According to Collier and Gunning (1999), in the 1980s most African nations adopted Structural Adjustment Programs at the insistence of International Financial Institutions. These SAPs were a combination of short term and long term solutions aimed at stabilizing economies and transforming them from being heavily controlled to being market based economies. In essence, these policies required African Governments to bring down trade barriers and to open their markets for foreign investments (123).
In their Paper, Collier and Gunning (1999), further argue that the SAPs are a disadvantage to the poor since it encourages reduction in government spending on healthcare, education and other essential social services.
This is the time of increasing globalization. The global markets are getting more integrated and interdependent as the time goes, and this means that the collapse of one nation’s economy causes a similar domino effect of world markets. This means that one nation’s economic crisis is a global economic danger. Due to this reason, globalization is more necessary than before which makes global governance essential today.
The actors in global governance, the states, are responsible for providing resources and forming coalitions while the International Institutions serve as a uniting forum. Their main responsibilities include stabilization of world economies and to promote good governance but are they doing that?
According to the theory of realism, each state seeks to maximize its wellbeing because every country is in competition. It further says that International Institutions serve no other purpose but as a tool of power of countries to further their interests.
Take the case of Malawi and the IMF. The policies imposed by the IMF towards Malawi in exchange of loans clearly indicate that the IMF, which is mainly controlled by wealthy western powers, is mainly interested in its interests. The IMFs focus on forceful adoption of new policies poorly suited to the developing nation was done to enable quicker repayments of the loans in detriment to the country’s domestic needs.
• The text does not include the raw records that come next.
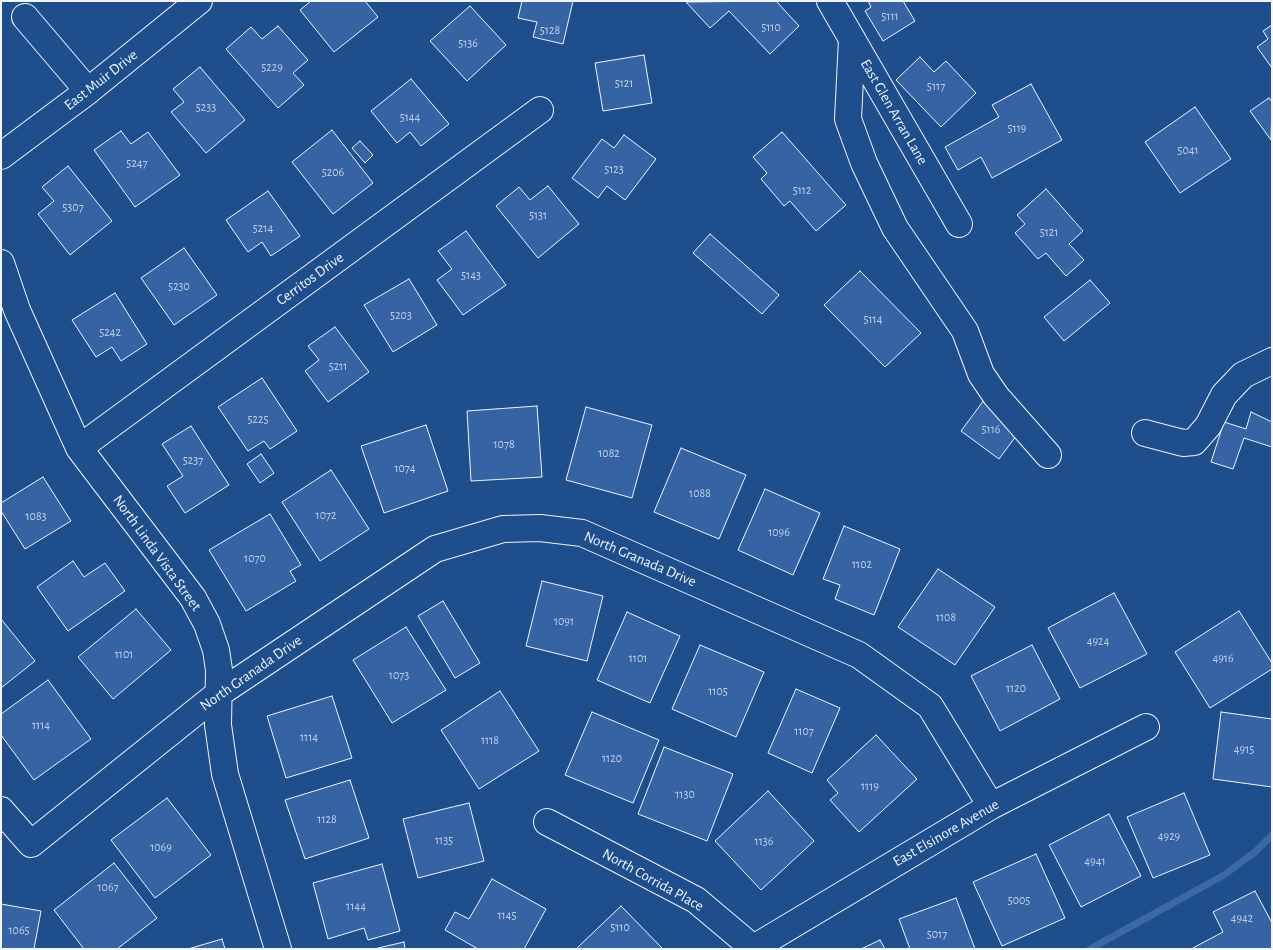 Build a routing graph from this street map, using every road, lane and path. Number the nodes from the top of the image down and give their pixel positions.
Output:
1 (199, 1) edge
2 (830, 1) edge
3 (25, 17) dead end
4 (852, 39) junction
5 (88, 91) junction
6 (540, 110) dead end
7 (1, 156) edge
8 (959, 224) dead end
9 (1, 263) edge
10 (1272, 361) edge
11 (1145, 433) dead end
12 (79, 448) junction
13 (1048, 455) dead end
14 (218, 694) junction
15 (1146, 727) dead end
16 (991, 806) junction
17 (1, 810) edge
18 (547, 822) dead end
19 (752, 948) edge
20 (278, 949) edge

1 - 5 street, East Muir Drive
2 - 4 street, East Glen Arran Lane
3 - 5 street
4 - 8 street, East Glen Arran Lane
4 - 13 street
5 - 7 street, East Muir Drive
6 - 12 street, Cerritos Drive
9 - 12 street, North Linda Vista Street
10 - 11 street
12 - 14 street, North Linda Vista Street
14 - 16 street, North Granada Drive
14 - 17 street, North Granada Drive
14 - 20 street, North Linda Vista Street
15 - 16 street, East Elsinore Avenue
16 - 19 street, East Elsinore Avenue
18 - 19 street, North Corrida Place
The main objectives of the IMF are to promote global economic growth, ensure stability and to fight poverty in developing nations. It purports to do this by offering financial assistance to countries encountering financial crises. This case study shows that the IMF is contradicting itself as the results show that developing nations receiving IMF loans continue to dwell in poverty and rising debts while the standards of living among the poor remains low. Low standard of living fuel political violence and insecurity as people fight for the limited resources.
Works Cited
International monetary Fund website, International Monetary Fund, 2014. Web. 3rd October, 2014.
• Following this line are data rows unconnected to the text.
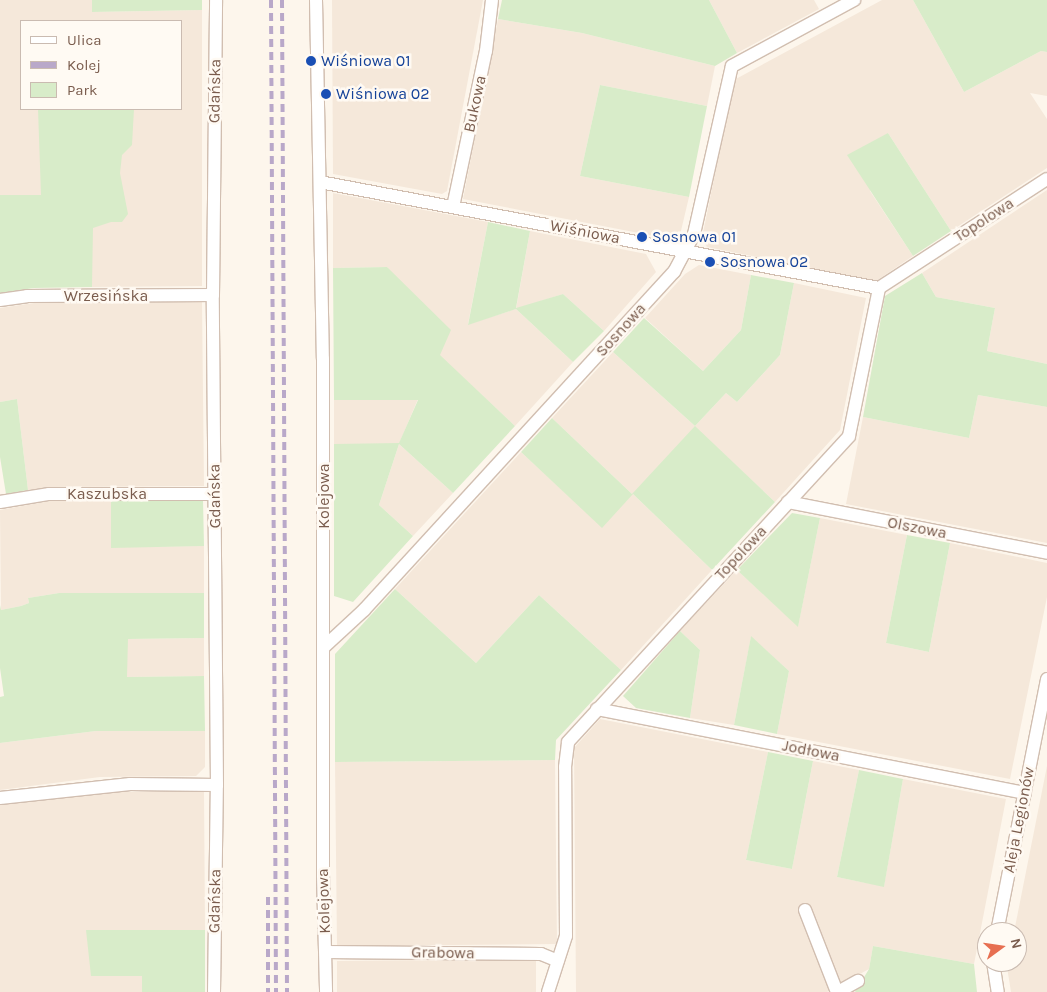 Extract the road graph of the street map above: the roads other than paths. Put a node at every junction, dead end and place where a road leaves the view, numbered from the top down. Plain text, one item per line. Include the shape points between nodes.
1 (216, 0) edge
2 (316, 0) edge
3 (492, 0) edge
4 (854, 0) edge
5 (1047, 179) edge
6 (320, 182) junction
7 (453, 207) junction
8 (686, 252) junction
9 (879, 288) junction
10 (213, 295) junction
11 (0, 300) edge
12 (215, 494) junction
13 (0, 502) edge
14 (788, 502) junction
15 (1047, 553) edge
16 (325, 646) junction
17 (1047, 678) edge
18 (597, 709) junction
19 (217, 785) junction
20 (1025, 793) junction
21 (0, 798) edge
22 (805, 910) dead end
23 (999, 922) edge
24 (326, 952) junction
25 (558, 961) junction
26 (995, 972) edge
27 (858, 981) dead end
28 (214, 992) edge
29 (326, 992) edge
30 (548, 992) edge
31 (838, 992) edge
32 (998, 992) edge

1 - 10 street, Gdańska
2 - 6 street, Kolejowa
3 - 7 street, Bukowa via 486,51
4 - 8 street, Sosnowa via 732,66 694,234
5 - 9 street, Topolowa
6 - 7 street, Wiśniowa
6 - 16 street, Kolejowa
7 - 8 street, Wiśniowa
8 - 9 street, Wiśniowa
8 - 16 street, Sosnowa via 674,272 464,502 364,610
9 - 14 street, Topolowa via 850,436
10 - 11 street, Wrzesińska via 27,296
10 - 12 street, Gdańska
12 - 13 street, Kaszubska via 49,494
12 - 19 street, Gdańska
14 - 15 street, Olszowa
14 - 18 street, Topolowa
16 - 24 street, Kolejowa via 323,876
17 - 20 street, Aleja Legionów
18 - 20 street, Jodłowa
18 - 25 street, Topolowa via 566,745 566,936
19 - 21 street via 130,784
19 - 28 street, Gdańska
20 - 23 street, Aleja Legionów
22 - 31 street
24 - 25 street, Grabowa via 542,954
24 - 29 street, Kolejowa
25 - 30 street, Topolowa
26 - 32 street
27 - 31 street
Collier, Gunning, The IMF’s role in structural adjustments. Oxford, UK: Centre for Study of African Economies. 1999. Print.
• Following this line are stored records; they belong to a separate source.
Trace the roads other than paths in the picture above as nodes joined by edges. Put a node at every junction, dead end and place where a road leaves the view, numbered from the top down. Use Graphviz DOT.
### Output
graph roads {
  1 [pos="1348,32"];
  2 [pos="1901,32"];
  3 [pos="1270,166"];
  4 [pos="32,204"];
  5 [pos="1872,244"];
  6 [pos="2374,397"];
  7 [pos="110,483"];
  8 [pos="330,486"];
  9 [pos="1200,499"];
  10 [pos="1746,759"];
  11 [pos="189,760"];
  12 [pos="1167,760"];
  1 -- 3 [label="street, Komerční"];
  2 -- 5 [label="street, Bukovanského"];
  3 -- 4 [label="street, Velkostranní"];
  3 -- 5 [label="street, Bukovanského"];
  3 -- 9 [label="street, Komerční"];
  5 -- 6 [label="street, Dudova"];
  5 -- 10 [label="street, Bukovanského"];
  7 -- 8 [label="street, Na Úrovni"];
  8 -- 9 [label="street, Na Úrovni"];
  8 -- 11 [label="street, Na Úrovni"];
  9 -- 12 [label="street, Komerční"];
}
Mollina-Gallart, muchhala, Strings Attached; How the IMF’s Economic Conditions Foil Development-Oriented Policies for Loan-Borrowing Countries. Penang, Malaysia. Third World Network: 2012. Print.
Easterly. The Association of Policies and growth with repeated IMF and World Bank adjustment loans. New York, United States: Elsevier Journal of Development Economics. 2005. Print.
Lele. Structural Adjustment, Agricultural Development and the Poor: Some lessons from the Malawian Experience. Great Britain. Pergamon Press. 1990. Print.
Konadu‐Agyemang, Kwadwo. The best of times and the worst of times: structural adjustment programs and uneven development in Africa: the case of Ghana. The Professional Geographer. 2000. Print.
Przeworski, Adam, and James Raymond Vreeland. The effect of IMF programs on economic growth. Journal of development Economics. 2000. Print.